Síndrome de Burnout: o esgotamento físico e mental ligado à vida profissional

Enviada em 04/10/2022

A teoria da evolução do biologo Charles Darwin afirma que as espécies que sobrevivem a passagem do tempo são aquelas que evoluem se adaptando as características do meio em que estão inseridas. Do mesmo modo, para que a espécie humana continue sobrevivendo a passagem do tempo é necessário que ocorra uma evolução de pensamento acerca da problemática da síndrome de Burnout, causada pela obsolecência programada do sistema econômico atual aliada a liberade trazida pelo mercado digital.

Nesse contexto, é importante ressaltar à obsolecência programada sendo o núcleo do sistema capitalista atual. Analogamente, a teoria da obsolecência programada do economista Bernad London, em que todo produto deve ter data de validade, para que por meio da rotação de tais produtos à indústria continue crescendo. Nesse sentido, os produtos que a sociedade consome estão sendo desenvolvidos com uma durabilidade cada vez menor. Com isso, as pessoas são obrigadas a trabalhar mais para companhar a inovação constante do sistema capitalista atual.

Além disso, a revolução digital trouxe uma proximidade entre a pessoa e o trabalho. Nessa lógica, a delimitação entre horário de trabalho e descanso e lazer foi excluida em troca de um melhor desempenho no trabalho. De maneira analoga, o livro Sociedade do Cansaço teoriza, no qual o pensamento ilimitado trazido pelo excesso de iniciativa e motivação gera uma sociedade obsecada pelo desenvolvimento profissional. Desse modo, o percentual de pessoas com esgotamento físico e mental aumenta diariamente.
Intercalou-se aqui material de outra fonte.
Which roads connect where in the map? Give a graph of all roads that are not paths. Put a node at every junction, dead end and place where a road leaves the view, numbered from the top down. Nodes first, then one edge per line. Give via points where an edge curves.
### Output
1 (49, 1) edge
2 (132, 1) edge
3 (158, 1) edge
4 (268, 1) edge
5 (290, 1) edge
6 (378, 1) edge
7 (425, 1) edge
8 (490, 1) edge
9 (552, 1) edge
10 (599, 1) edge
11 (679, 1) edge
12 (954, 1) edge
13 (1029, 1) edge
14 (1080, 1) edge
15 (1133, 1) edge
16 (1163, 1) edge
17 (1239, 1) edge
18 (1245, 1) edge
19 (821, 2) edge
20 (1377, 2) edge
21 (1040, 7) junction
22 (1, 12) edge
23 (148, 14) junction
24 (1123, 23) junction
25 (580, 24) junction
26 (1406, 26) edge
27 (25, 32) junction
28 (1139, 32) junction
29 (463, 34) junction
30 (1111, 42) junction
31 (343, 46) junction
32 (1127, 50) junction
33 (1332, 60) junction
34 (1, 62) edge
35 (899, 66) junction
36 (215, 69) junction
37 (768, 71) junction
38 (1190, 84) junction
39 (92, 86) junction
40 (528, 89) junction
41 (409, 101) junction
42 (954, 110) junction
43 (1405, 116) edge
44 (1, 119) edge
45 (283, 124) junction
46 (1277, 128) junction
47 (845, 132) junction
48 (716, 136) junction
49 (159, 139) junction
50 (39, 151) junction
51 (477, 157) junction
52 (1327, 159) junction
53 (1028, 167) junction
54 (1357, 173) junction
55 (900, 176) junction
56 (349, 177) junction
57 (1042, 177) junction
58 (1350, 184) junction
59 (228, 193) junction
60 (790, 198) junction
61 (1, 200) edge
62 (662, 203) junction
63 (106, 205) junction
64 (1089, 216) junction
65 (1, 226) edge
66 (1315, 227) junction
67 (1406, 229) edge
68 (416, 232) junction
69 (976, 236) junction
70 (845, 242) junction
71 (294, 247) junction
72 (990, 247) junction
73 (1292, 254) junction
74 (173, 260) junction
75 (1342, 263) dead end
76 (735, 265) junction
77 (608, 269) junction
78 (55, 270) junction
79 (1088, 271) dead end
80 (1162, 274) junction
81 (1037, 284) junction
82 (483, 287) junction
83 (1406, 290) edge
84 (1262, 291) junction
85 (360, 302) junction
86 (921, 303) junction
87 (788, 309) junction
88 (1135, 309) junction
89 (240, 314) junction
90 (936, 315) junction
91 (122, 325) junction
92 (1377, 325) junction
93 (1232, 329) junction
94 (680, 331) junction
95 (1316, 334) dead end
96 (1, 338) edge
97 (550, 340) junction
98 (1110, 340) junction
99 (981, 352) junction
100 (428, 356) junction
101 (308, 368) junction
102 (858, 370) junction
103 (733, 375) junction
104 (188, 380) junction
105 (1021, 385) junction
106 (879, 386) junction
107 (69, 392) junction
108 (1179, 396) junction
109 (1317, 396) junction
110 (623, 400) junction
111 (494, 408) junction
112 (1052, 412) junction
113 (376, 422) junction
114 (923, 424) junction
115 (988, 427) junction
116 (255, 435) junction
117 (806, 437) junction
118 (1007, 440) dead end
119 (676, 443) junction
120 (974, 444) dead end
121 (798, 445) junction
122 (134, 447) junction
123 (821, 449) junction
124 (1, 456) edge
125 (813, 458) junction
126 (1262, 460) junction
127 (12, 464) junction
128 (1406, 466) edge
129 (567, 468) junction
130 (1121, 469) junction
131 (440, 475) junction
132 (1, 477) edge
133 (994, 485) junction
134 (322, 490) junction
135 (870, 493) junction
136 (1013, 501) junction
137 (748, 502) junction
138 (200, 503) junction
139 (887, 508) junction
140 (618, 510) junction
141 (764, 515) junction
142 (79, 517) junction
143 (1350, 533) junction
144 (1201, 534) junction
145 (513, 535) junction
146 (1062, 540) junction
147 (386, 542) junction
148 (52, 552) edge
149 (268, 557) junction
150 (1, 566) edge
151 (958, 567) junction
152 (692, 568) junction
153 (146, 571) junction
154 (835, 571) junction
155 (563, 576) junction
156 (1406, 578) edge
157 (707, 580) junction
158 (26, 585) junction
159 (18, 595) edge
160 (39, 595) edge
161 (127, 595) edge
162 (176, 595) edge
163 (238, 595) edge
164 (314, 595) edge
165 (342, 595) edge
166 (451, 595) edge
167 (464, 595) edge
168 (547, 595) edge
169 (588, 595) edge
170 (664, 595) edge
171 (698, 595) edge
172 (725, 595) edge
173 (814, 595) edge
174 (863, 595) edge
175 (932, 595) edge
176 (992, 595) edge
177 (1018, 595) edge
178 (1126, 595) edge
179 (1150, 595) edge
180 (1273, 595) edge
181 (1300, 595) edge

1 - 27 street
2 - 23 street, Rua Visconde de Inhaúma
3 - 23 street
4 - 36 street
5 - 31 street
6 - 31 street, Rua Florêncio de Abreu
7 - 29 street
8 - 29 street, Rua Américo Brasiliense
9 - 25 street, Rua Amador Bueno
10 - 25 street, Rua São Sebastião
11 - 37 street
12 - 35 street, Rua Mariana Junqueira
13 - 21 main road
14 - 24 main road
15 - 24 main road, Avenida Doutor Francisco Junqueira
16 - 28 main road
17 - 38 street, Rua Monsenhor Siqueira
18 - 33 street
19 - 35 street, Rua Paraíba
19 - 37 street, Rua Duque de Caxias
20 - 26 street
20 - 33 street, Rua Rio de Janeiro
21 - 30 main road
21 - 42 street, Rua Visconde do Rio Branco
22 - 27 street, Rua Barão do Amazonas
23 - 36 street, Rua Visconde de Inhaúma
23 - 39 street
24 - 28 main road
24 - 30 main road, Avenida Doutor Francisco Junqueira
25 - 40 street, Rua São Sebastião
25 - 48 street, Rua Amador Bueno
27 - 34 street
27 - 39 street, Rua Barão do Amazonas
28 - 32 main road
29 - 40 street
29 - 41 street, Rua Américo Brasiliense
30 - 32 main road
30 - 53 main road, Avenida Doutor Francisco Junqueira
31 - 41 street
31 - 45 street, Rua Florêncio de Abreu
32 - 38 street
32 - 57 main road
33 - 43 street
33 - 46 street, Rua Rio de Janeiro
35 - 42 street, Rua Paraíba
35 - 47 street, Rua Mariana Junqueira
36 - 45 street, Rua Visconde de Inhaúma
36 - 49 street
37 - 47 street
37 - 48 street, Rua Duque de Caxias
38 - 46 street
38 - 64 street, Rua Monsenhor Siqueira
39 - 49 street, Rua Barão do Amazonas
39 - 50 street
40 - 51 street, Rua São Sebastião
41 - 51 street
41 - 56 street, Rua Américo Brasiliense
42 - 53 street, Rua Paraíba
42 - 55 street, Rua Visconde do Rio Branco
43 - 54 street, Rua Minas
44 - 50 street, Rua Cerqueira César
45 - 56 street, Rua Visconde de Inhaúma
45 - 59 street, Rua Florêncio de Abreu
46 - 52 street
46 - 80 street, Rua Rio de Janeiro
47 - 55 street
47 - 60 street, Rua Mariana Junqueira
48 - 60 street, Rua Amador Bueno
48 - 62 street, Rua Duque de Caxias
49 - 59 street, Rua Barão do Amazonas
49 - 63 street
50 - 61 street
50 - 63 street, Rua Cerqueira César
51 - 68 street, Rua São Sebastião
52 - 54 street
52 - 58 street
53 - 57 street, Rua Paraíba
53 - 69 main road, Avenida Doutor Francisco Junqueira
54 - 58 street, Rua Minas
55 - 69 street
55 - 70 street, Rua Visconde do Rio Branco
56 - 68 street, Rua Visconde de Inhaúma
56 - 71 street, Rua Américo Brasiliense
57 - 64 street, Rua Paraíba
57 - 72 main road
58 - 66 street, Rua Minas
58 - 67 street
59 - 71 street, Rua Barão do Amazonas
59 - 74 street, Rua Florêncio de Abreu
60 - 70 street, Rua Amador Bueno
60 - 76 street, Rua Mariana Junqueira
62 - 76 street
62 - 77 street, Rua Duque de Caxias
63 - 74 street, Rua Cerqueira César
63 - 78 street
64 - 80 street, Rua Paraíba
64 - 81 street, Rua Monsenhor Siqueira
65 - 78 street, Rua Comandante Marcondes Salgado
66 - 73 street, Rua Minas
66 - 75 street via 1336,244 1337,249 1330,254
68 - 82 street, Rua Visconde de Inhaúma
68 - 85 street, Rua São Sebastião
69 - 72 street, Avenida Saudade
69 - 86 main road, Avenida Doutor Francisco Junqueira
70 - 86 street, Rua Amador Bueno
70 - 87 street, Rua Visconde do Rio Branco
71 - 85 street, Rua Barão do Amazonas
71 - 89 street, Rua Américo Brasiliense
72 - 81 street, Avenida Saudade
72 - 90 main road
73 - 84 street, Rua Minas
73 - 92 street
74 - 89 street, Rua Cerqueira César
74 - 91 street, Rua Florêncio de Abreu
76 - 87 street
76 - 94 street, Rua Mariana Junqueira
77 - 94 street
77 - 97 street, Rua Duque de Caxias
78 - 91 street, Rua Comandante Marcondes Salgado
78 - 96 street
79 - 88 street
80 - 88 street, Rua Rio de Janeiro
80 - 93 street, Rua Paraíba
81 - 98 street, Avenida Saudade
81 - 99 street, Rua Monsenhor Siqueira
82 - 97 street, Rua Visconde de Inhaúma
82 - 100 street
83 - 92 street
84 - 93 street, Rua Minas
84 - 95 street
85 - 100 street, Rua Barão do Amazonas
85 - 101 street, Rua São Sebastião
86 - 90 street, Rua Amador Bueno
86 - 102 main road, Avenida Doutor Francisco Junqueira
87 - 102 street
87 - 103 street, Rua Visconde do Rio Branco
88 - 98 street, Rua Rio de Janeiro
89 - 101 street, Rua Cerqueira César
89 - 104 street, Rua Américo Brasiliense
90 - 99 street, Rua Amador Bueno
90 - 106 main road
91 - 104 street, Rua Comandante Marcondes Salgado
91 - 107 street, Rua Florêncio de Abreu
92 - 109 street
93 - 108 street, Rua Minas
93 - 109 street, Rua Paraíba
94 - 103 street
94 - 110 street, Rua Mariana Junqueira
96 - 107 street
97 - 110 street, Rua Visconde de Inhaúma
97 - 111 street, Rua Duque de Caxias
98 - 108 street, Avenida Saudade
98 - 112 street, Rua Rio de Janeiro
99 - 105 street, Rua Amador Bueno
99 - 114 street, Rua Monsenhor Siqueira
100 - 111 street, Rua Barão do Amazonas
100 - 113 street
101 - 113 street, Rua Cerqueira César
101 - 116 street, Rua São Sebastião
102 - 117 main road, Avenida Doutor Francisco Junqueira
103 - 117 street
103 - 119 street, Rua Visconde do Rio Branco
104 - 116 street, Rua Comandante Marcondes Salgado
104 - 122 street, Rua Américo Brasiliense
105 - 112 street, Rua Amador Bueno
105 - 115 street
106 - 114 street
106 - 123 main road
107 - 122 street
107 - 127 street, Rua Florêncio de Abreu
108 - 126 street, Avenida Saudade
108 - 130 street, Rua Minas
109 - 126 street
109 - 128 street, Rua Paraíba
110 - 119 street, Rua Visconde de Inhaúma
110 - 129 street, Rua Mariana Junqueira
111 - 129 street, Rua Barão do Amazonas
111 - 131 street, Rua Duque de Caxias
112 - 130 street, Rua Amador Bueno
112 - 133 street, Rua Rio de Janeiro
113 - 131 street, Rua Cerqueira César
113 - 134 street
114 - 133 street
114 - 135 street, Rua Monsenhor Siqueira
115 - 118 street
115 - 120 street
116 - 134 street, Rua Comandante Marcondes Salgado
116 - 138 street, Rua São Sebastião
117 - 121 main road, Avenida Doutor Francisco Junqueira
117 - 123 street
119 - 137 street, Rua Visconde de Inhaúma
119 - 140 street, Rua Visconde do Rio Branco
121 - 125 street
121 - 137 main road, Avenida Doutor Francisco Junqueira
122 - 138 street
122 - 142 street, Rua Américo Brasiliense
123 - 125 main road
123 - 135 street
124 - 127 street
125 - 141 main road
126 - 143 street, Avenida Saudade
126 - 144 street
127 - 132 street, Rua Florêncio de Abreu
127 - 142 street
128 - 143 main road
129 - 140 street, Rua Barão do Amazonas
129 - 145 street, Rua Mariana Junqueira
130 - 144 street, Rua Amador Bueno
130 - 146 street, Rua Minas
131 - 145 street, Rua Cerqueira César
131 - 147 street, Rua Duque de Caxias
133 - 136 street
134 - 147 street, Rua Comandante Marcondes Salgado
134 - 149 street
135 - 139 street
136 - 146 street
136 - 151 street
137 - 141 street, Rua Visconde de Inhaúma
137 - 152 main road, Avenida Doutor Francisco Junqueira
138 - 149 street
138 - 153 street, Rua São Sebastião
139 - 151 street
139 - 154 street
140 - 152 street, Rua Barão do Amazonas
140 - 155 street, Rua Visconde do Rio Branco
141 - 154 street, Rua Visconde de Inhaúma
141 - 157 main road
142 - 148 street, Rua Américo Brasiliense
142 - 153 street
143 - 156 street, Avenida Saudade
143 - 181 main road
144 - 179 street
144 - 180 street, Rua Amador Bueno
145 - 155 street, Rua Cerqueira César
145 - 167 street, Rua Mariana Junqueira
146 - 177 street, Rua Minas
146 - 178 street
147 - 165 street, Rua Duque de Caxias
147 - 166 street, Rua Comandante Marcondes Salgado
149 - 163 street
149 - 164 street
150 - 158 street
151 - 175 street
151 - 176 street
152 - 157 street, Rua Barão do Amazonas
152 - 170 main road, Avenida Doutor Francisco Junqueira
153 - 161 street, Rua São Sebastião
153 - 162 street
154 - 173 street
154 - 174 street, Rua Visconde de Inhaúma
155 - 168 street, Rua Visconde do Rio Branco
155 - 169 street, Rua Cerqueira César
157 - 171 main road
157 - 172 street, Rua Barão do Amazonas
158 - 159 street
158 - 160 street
Em síntese, para que a espécie humana contiue evoluindo de acordo ao conceito de Darwin, é mister que o Ministério da Cultura por meio de propagandas nas mídias sociais incentive as pessoas a tirar um tempo para o cuidado da saúde mental, ensinando práticas de atividades físicas, meditação e etc. Sendo assim, a síndrome de burnout será um problema passado da história brasileira.